Do you like being a

by BiancaAustralia 30 Replies latest jw friends

  • bonnzo
    bonnzo

    i was an elders son. i got away with a lot, but now i think it makes it harder. expectations are too high.

  • Tyrone van leyen
    Tyrone van leyen

    I think it just depends on the disposition of your father. Is he an idealist that lives by the book, or a realist that can provide protection and knows the game? Those factors will determine your hell or your hapiness.

  • penny2
    penny2

    Hi Bianca, welcome to JWD. Being an elder's daughter - people expect you to set a high standard.

    DO NOT GET BAPTIZED. Especially if you are having doubts and are falling for someone on the outside. Being brought up with JW principles, it can take a long time before you do something "wrong" but it will happen. It's natural to want to be loved, to be attracted to someone and sooner or later to have sex. If you are baptized that would lead to disfellowshipping. If you are not baptized, it's much easier. Your family can continue to speak to you in the future when you want to leave home.

    Most of us on JWD are convinced that "the truth" is not the truth. The best advice I can give you is research. There are many websites that can help you with this. One, set up by an Aussie, is www.jwfacts.com. If you have never questioned anything you've been taught, it will be an eye-opener.

    penny2

  • penny2
    penny2
    my elder dad simply stated that if you have a boyfriend that im kicking you out of home

    You already know where you stand. My advice? Start setting yourself up to be independent. Have a plan.

    penny2

  • jwfacts
    jwfacts

    Welcome Bianca, it is great to have you here.

    I am the son of a CO. Or ex son in his eyes now. Being an elders son meant being well known, but it also meant being more accountable, which in turn stops developing your real personality, as you always have to live up to the image. That is really damaging in the long term, as at some time you will need to find out who you are, rather than being the elders daughter.

    You are really lucky not to be baptised and I strongly urgue you to not get baptised. My cousin never got baptised, married a worldly guy and gets to have a totally normal relationship with all my family. Because I got baptised and then disfellowshipped I am almost totally shunned. Don't take the risk. If you don't get baptised they will always pressure you to, but that is a lot easier to live with than to have your family never speak to you again.

  • Roski
    Roski

    Hi,

    I am Assie too - was an elder's daughter (still am - really). There is no easy answer. I got away with nothing. I eventually left my elder husband and left the organization ( although that is not official in any way). I married and "unbeliever", which was the best thing I ever did. My parents are real hard-liners, so nothing is going to change.
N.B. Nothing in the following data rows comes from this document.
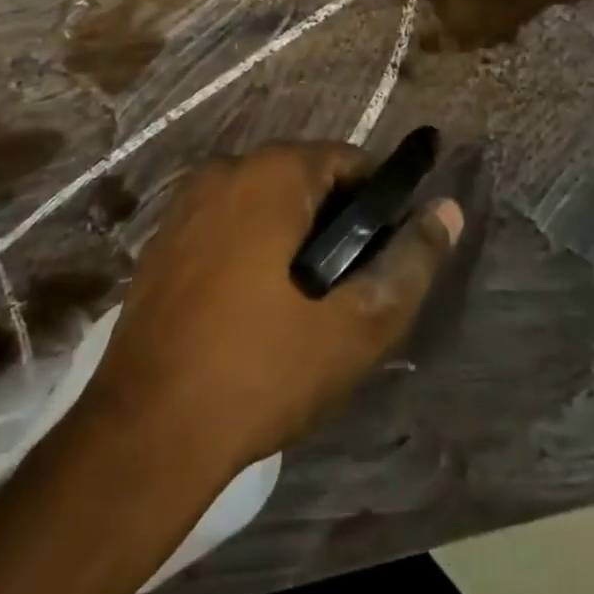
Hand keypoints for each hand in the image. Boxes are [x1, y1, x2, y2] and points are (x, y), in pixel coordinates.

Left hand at [88, 143, 463, 477]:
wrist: (146, 432)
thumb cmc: (261, 370)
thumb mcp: (356, 324)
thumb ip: (410, 262)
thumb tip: (448, 211)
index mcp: (271, 173)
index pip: (348, 161)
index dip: (377, 203)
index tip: (385, 255)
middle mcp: (224, 170)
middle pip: (303, 178)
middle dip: (334, 223)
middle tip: (348, 289)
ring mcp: (185, 204)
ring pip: (263, 204)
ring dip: (292, 238)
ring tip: (304, 305)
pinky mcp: (161, 241)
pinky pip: (226, 226)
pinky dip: (251, 249)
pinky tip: (253, 309)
Your parents may be different. Every journey is different, so the best thing is to be true to yourself. One suggestion - don't just throw out everything your parents told you; some of it may be good. I disagree with what my parents believe due to being in the organization for so long, but their basic principles are ethical and have been useful for me.

    Take care...

  • misanthropic
    misanthropic

    ::Even if you dont get any kind of preferential treatment, it might not stop people thinking that you do. Thats the worst thing about it.

    Exactly and that also has an effect on how your peers treat you. I know as I got older I stopped trying to have "friends" within the organization since they treated me like I had the plague because my father was an elder.

  • avidbiblereader
    avidbiblereader

    I wouldn't know but welcome to the forum and looking forward to your posts. I think that many like the idea of hanging on to the person that has privledges like this is something and yet most miss the point as Jesus said the most important thing is humility.

    abr

  • fullofdoubtnow
    fullofdoubtnow

    Hi Bianca, and welcome to the forum

    I am of the same mind as several other posters - do not get baptised under any circumstances. If you decide to leave the org. then it will be a lot less painful if you are not baptised.

  • BiancaAustralia
    BiancaAustralia

    Hey there

    Well my father is an idealist that lives by the book and that is the ways it is with him.

    He is putting pressure on me to get baptized.

    I cant really afford to move out and im trying to get a job.

    But being in the religion it really drags you down plus i didnt go to the last convention.

    I dont put my hand up during the watchtower.